Как известно, библейские и евангельские сюжеты, наряду с мифологическими и собственно историческими, объединялись в то время в единое понятие «исторический жанр», или историческая живопись, именно так понималась она и самим Н. Ге, попытавшимся вслед за А. Ивановым синтезировать в образе Христа историзм и религиозность. «Истинно историческая живопись, — считал он, — должна быть непременно религиозной, точно так же как религиозная не может не быть исторической». И далее Ге произносит ключевые для него слова: «И такая религиозная живопись становится не только обширною в своем ГУМАНИСТИЧЕСКОМ ЗНАЧЕНИИ (выделено мною. — М. П.), но и крайне необходимой для общества». В принципе, в подаче Христа как исторического лица никакой новизны нет, точно так же, как и в самой гуманизации его образа. Явление, к тому времени достаточно распространенное и в общественном, и тем более в художественном сознании. Но стоящий на позициях историзма Н. Ге идет дальше и впервые в русском искусстве декларирует «гуманистическое значение» религиозности.
Отсюда и естественный пересмотр Н. Ге цели религиозного искусства. Если В. Васнецов и М. Нестеров черпали свое вдохновение в иконописи, то, в отличие от них, Ге видел свою цель не в поддержании, как он считал, созданных предрассудков, а в «радикальнейшем искоренении всех фетишей и низвержении кумиров». Критерием же формирования столь радикальной программы становится для Ге не святоотеческое благочестие, но «дар и разум. Ведь это компас, — писал он, — без которого никуда не годишься».
Этот «компас» вел художника по всему евангельскому циклу, начиная с самой первой его картины «Тайная вечеря». В центре ее — не сакральный момент откровения таинстве тела и крови Христовой, а жизненная драма, в основе которой — «разрыв между одним учеником и любимым учителем, тот разрыв, который совершается среди нас из рода в род, из века в век»; так формулировал идею картины сам автор.
Вообще темы самопожертвования, милосердия и сострадания, душевного благородства и печали по неправде и насилию, собственно, и привносили в картины цикла ту религиозность, как понимал ее сам художник, то есть пронизанную главной заповедью Спасителя: «Да любите друг друга». Но при этом «истинной любовью» Ге называл «равнодушную любовь», которая включала в себя «полное участие, полную привязанность», но исключала страсть. «Страсть, — писал он, — есть требование тела, чувства, а не мысли, а я понял разумную любовь». Такая любовь, проистекавшая не из сердца, но из мысли, уравнивавшей понятия «истинная», «равнодушная», «разумная», питала и веру художника, что и придало его религиозной живописи то самое «гуманистическое значение», о котором он сам и говорил. А в результате красной нитью практически через весь цикл пройдет новый, сотворенный художественной и философской мыслью Ге образ «гражданского Христа» (Л. Н. Толстой).

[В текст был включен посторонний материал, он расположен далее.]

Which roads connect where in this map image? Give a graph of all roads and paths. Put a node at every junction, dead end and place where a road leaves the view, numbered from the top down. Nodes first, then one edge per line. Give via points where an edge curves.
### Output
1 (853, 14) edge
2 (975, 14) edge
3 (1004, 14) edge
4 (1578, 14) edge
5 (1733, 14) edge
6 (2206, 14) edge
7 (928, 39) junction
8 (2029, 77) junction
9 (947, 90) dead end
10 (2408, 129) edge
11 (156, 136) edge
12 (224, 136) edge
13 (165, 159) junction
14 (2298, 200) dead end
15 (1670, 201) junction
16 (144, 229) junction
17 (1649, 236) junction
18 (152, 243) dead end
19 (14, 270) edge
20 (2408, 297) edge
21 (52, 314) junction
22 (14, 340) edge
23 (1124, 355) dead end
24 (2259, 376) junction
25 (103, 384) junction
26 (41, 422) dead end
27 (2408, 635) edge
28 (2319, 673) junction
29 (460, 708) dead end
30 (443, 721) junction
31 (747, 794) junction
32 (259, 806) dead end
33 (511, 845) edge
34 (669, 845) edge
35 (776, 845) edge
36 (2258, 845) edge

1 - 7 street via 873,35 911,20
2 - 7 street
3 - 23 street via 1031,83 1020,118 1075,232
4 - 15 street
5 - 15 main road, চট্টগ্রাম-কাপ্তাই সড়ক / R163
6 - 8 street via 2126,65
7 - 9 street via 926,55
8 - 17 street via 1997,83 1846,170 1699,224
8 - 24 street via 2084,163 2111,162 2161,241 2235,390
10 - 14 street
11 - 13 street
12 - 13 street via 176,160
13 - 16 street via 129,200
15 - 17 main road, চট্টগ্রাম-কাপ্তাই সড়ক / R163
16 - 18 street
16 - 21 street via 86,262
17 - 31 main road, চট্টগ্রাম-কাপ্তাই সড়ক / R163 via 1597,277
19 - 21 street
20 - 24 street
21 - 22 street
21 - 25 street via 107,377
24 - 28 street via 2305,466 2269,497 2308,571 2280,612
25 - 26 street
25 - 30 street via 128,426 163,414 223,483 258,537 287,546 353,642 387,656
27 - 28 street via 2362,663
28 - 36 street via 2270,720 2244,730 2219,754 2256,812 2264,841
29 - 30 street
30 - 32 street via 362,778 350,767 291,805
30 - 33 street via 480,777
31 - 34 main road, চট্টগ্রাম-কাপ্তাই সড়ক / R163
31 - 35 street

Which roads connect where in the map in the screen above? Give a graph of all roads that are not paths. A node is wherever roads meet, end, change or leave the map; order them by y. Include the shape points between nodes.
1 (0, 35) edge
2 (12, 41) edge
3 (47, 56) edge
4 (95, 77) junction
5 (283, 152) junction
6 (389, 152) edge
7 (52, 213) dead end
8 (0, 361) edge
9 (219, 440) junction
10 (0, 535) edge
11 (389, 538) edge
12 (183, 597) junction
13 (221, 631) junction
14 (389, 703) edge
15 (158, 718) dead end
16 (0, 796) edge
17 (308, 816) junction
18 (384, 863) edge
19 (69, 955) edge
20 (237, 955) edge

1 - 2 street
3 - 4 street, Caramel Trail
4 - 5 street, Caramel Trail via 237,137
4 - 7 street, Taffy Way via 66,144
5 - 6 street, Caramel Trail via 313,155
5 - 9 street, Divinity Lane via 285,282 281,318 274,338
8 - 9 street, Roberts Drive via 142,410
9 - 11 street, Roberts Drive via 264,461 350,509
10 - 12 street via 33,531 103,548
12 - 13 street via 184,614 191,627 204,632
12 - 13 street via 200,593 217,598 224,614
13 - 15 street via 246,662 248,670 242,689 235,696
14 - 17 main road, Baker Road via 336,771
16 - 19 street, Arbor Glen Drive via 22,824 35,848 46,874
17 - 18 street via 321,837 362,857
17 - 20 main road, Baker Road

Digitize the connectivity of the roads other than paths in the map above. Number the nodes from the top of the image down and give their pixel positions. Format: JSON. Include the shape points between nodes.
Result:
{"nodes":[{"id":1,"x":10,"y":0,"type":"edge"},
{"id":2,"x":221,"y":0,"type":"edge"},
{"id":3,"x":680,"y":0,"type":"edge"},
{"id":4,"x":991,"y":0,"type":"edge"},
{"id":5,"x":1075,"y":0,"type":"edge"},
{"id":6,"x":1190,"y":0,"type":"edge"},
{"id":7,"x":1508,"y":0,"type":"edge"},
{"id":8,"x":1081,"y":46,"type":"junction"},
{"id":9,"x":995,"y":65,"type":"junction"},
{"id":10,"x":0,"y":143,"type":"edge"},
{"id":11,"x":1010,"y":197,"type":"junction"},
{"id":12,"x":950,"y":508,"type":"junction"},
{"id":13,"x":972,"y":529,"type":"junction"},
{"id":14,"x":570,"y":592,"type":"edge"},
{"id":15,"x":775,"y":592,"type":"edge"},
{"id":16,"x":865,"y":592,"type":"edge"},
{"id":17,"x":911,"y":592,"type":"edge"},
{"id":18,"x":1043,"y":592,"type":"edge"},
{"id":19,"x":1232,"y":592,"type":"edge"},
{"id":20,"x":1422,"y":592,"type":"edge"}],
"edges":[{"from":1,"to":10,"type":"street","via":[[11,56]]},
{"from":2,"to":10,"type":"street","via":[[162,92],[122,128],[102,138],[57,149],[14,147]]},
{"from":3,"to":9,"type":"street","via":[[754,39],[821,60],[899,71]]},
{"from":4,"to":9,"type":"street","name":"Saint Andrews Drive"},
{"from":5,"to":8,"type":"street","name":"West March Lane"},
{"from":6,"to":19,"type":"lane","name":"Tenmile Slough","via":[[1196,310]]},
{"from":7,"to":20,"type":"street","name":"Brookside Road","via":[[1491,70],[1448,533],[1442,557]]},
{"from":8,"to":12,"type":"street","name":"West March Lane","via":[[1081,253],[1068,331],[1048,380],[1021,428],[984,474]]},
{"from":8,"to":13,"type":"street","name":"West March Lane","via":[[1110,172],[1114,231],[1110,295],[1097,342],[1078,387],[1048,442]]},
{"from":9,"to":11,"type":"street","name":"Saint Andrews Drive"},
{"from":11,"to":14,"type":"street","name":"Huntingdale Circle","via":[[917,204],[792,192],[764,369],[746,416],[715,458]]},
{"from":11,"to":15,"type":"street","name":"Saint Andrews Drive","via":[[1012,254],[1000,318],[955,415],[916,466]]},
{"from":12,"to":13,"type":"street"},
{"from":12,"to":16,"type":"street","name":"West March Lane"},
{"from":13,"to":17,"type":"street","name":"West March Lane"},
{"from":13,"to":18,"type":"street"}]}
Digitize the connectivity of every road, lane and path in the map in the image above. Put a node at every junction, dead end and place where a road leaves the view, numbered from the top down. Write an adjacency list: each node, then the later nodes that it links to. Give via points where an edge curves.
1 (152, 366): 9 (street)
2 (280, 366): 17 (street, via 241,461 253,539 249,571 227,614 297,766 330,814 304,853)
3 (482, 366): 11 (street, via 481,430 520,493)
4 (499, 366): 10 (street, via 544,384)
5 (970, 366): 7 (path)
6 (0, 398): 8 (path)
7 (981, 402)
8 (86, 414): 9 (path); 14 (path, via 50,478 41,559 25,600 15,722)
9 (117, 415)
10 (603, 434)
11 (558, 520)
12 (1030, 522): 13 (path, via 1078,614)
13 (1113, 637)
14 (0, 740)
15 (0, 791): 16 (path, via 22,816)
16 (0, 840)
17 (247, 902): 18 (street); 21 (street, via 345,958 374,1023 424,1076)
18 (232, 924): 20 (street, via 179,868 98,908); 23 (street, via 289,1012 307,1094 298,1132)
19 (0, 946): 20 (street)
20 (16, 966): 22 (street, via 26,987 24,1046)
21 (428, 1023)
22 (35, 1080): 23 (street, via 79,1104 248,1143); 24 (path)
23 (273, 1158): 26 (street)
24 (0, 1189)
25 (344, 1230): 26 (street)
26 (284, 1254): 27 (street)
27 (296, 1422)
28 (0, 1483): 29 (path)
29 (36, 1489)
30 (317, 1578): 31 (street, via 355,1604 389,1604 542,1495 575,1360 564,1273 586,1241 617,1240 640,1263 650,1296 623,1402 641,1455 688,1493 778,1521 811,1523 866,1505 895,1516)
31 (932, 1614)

В поисках нравственной истины, идя своим путем в искусстве, пропуская через себя самые животрепещущие, самые больные вопросы современной ему жизни, художник создает в 1890 г. «Что есть Истина?» — произведение, названное Толстым главной его картиной. А спустя почти сто лет ее назовут даже самой загадочной из всех работ Ге. Выдвинувший этот тезис один из ведущих отечественных историков искусства Г. К. Вагнер считал только одного человека приблизившимся, как ему казалось, к решению вопроса, вынесенного Ге в заголовок своего произведения — «Что есть Истина?». Речь идет об авторе статьи, опубликованной тогда же в бостонской газете в связи с экспонированием в начале 1890-х годов картины в Америке. «В чудных глазах Спасителя, — писал журналист, — сияющих лучом Всевышнего, каждый, умеющий читать, прочтет ответ на вопрос гордого римлянина. Истина стоит перед ним и высказывается в свете этих глаз».